ZombieGenesis said:While I actually agree with you on one level, I feel like there's something that has to be said for another.Dansrage said:White privelage is a joke, i don't see black people being held back or opressed, i see affirmative action, black-only scholarship programs, black history month, every conceivable kind of helping hand to get underprivelaged poor black children decent educations, but very little of the same for anyone else.MatsVS said:You missed the point again.Dansrage said:Bite me, i'm not a racist and i'm not guilty of a damn thing, i just don't like being forced to feel guilty for something i never took part in.MatsVS said:Funny how 'historical precedence' immediately gets equated by stupid white bigots as 'SINS OF THE FATHER' as they desperately try to rationalize their own biases and dismiss the concept of white privilege. Funny and sad, obviously. Stupid is as stupid does.

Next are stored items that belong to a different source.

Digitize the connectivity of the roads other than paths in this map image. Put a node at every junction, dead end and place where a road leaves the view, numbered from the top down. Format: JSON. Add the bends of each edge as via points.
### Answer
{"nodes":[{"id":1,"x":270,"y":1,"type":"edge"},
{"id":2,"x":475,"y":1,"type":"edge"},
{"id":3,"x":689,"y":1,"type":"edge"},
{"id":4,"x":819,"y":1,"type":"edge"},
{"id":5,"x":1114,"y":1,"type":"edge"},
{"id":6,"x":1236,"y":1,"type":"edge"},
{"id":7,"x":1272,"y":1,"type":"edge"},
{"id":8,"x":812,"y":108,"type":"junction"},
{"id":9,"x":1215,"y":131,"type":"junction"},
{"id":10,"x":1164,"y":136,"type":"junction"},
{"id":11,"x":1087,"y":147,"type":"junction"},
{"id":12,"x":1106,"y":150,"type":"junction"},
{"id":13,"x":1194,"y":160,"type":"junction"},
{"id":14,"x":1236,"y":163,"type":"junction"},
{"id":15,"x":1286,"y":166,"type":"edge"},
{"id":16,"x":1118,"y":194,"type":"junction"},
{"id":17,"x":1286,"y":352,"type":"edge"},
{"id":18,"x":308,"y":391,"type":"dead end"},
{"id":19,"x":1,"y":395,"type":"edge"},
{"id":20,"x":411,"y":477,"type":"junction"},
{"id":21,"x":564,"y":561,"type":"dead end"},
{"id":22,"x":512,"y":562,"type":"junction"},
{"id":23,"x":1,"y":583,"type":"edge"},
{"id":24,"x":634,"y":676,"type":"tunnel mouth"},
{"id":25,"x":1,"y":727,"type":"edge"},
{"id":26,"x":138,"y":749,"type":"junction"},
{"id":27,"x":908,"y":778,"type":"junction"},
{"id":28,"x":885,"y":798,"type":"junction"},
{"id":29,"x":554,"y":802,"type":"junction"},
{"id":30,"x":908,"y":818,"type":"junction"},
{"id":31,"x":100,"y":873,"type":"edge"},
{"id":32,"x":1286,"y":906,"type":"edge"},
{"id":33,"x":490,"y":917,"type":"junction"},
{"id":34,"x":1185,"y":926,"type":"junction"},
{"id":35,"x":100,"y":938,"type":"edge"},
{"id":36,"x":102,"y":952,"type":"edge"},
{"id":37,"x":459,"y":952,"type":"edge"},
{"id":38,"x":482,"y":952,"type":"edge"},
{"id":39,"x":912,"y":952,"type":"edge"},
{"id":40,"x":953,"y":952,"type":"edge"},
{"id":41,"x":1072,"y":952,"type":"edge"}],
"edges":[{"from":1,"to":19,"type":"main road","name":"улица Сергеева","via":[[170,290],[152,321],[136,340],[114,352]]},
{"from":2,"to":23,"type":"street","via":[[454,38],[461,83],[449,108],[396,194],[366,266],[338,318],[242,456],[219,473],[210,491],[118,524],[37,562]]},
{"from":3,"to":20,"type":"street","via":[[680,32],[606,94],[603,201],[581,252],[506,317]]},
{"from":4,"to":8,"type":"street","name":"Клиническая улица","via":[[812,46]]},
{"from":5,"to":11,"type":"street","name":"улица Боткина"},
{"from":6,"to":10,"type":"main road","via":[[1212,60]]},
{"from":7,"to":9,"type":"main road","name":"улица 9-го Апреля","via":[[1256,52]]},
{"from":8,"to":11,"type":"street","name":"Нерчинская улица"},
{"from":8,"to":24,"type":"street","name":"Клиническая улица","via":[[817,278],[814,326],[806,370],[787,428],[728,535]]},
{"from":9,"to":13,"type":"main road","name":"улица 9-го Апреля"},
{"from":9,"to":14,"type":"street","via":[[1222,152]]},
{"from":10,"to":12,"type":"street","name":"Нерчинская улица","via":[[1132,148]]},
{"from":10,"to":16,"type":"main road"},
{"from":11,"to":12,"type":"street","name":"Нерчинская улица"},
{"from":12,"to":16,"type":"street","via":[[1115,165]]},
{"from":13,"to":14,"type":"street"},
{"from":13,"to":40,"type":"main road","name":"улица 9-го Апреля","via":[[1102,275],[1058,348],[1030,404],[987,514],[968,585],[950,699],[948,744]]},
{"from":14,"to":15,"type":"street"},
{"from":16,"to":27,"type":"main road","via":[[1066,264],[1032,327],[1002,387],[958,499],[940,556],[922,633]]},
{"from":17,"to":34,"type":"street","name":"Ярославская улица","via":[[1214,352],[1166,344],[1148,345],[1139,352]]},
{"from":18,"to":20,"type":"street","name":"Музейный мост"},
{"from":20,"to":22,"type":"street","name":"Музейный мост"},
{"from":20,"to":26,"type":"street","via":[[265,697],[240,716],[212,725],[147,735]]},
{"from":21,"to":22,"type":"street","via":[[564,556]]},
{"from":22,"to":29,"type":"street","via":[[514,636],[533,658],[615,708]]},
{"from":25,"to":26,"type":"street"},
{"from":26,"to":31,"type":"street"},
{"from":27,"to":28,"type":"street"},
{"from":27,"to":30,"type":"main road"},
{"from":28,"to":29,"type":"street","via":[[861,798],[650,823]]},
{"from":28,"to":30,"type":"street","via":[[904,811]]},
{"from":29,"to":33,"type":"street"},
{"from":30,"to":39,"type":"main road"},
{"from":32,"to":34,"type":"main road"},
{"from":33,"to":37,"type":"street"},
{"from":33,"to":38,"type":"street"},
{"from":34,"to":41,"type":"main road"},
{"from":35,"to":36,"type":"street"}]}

Sins of the fathers indeed.
It's not about the sins of the father, its about the cultural nonequivalence which is the direct result of generations of racism. That makes it morally responsible to recast a white character as black, yet not the other way around. If this makes you feel somehow slighted, that is the hard-wired white privilege which has been ingrained in your subconscious through years of the cultural doctrine of white superiority. Word of the wise: Get over it, because the world is getting over you.
Equality does not mean giving one group more than another, the defenition of equality means equal rights for everyone, which is just not happening.
Firstly, just like to point out, I live in Winchester England. So the whole 'poor black ghetto' issue doesn't actually exist here, just thought I should make that apparent.
While it's certainly true that the assistance is coming down one sided in a lot of places (in partular with schooling and residency, even international relocation in some instances) I don't think it's fair to say this isn't a step for actual equality. Why is that? Because both sides did not begin on an even ground. Imagine the original disparity that would have existed between all the high class, educated white population and the oppressed, recently liberated blacks who largely still populated the lowest rungs.
If people instantly went to 'okay, lets offer the same benefits to both' then it would still be heavily weighted against the minorities- essentially, because we started off in a better position. I think what a lot of affirmative action is attempting now is to put more unfortunate groups of different ethnicities onto the same 'level'.
There's no denying after all that there are major problems with the highest crust of employment- by and large, old white men from private education still rule in many circles. Within a few generations, perhaps we can change that.
And THEN, going from 'black only scholarship' to 'universal assistance scholarship' might be a more appropriate step. Just my opinion though.
I think both of these can be answered in one, while i consider only the primary to be a valid argument.MatsVS said:Equality is an illusion and that was never the point. How can there be equality when the two parts in question (blacks & whites) have two different starting-points? These "underprivileged poor black children" are the victims of generations of oppression and cultural marginalization, while us white folks are the perpetrators. White privilege is not a joke, it's that ugly thing inside you that makes you sneer when you see people more deserving then yourself get concessions you feel entitled to.Dansrage said:White privelage is a joke, i don't see black people being held back or opressed, i see affirmative action, black-only scholarship programs, black history month, every conceivable kind of helping hand to get underprivelaged poor black children decent educations, but very little of the same for anyone else.
Equality does not mean giving one group more than another, the defenition of equality means equal rights for everyone, which is just not happening.
The concept is called equality through inequality. The playing fields much be levelled before the human race as a whole can move past these concepts as true equals. You are in the way.
Now we start to tread on shaky ground, is the current state of the underclass the fault of white opression, or of their own culture of violence and contempt for authority? White people did not write the rap songs that sing about shooting police and encouraging tribal gang violence, while grouping even the majority of the black underclass into this generalisation would in itself be ignorant, nothing bad can be said about Barack Obama or Morgan Freeman and such respectfull men, but it can't be denied that the African American community as a whole does hold a lot of responsability.
I am of course talking about the American black underclass, as already stated such ghettos and culture only exist in the very largest European cities, and they take their cues directly from American rap music, which they immitate and emulate.
One could argue that such culture is a direct result of white opression, justified contempt for an authority that opressed them, but for 40 years there has been no such opression, and yet for 40 years these parents have still taught their children to hate.
Racism goes both ways, black people can be just as racist as white people.